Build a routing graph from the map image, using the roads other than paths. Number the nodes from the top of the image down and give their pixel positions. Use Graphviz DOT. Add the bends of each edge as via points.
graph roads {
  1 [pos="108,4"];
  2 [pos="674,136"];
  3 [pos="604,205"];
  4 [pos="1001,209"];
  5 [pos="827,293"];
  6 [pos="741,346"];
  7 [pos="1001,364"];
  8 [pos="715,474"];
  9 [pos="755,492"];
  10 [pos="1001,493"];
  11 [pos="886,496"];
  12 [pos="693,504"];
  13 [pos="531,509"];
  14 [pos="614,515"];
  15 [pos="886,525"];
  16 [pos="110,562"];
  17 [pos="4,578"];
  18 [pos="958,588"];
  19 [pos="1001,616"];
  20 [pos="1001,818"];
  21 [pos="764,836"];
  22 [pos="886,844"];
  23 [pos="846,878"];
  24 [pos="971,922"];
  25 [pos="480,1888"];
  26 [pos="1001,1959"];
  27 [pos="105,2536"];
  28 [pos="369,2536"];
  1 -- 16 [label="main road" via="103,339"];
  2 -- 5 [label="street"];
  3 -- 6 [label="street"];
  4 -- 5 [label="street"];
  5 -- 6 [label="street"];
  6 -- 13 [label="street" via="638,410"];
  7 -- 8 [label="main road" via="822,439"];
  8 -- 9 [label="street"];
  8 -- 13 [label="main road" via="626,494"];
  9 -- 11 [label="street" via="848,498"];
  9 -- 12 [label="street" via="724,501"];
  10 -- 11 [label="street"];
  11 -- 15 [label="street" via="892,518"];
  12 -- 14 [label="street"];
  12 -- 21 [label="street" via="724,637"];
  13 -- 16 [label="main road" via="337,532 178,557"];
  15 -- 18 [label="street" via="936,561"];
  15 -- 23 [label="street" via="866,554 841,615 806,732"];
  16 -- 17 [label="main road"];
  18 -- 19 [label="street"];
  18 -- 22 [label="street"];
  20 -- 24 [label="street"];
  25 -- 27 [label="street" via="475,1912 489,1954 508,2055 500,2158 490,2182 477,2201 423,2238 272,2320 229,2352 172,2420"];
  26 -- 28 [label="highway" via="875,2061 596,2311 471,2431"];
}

____________

- **Work to be completed**
All the lines above are to be copied exactly, with none left out.

- **Result**
Build a routing graph from the map image, using the roads other than paths. Number the nodes from the top of the image down and give their pixel positions. Use Graphviz DOT. Add the bends of each edge as via points.
graph roads {
  1 [pos="108,4"];
  2 [pos="674,136"];
  3 [pos="604,205"];
  4 [pos="1001,209"];
  5 [pos="827,293"];
  6 [pos="741,346"];
  7 [pos="1001,364"];
  8 [pos="715,474"];
  9 [pos="755,492"];
  10 [pos="1001,493"];
  11 [pos="886,496"];
  12 [pos="693,504"];
  13 [pos="531,509"];
  14 [pos="614,515"];
  15 [pos="886,525"];
  16 [pos="110,562"];
  17 [pos="4,578"];
  18 [pos="958,588"];
  19 [pos="1001,616"];
  20 [pos="1001,818"];
  21 [pos="764,836"];
  22 [pos="886,844"];
  23 [pos="846,878"];
  24 [pos="971,922"];
  25 [pos="480,1888"];
  26 [pos="1001,1959"];
  27 [pos="105,2536"];
  28 [pos="369,2536"];
  1 -- 16 [label="main road" via="103,339"];
  2 -- 5 [label="street"];
  3 -- 6 [label="street"];
  4 -- 5 [label="street"];
  5 -- 6 [label="street"];
  6 -- 13 [label="street" via="638,410"];
  7 -- 8 [label="main road" via="822,439"];
  8 -- 9 [label="street"];
  8 -- 13 [label="main road" via="626,494"];
  9 -- 11 [label="street" via="848,498"];
  9 -- 12 [label="street" via="724,501"];
  10 -- 11 [label="street"];
  11 -- 15 [label="street" via="892,518"];
  12 -- 14 [label="street"];
  12 -- 21 [label="street" via="724,637"];
  13 -- 16 [label="main road" via="337,532 178,557"];
  15 -- 18 [label="street" via="936,561"];
  15 -- 23 [label="street" via="866,554 841,615 806,732"];
  16 -- 17 [label="main road"];
  18 -- 19 [label="street"];
  18 -- 22 [label="street"];
  20 -- 24 [label="street"];
  25 -- 27 [label="street" via="475,1912 489,1954 508,2055 500,2158 490,2182 477,2201 423,2238 272,2320 229,2352 172,2420"];
  26 -- 28 [label="highway" via="875,2061 596,2311 471,2431"];
}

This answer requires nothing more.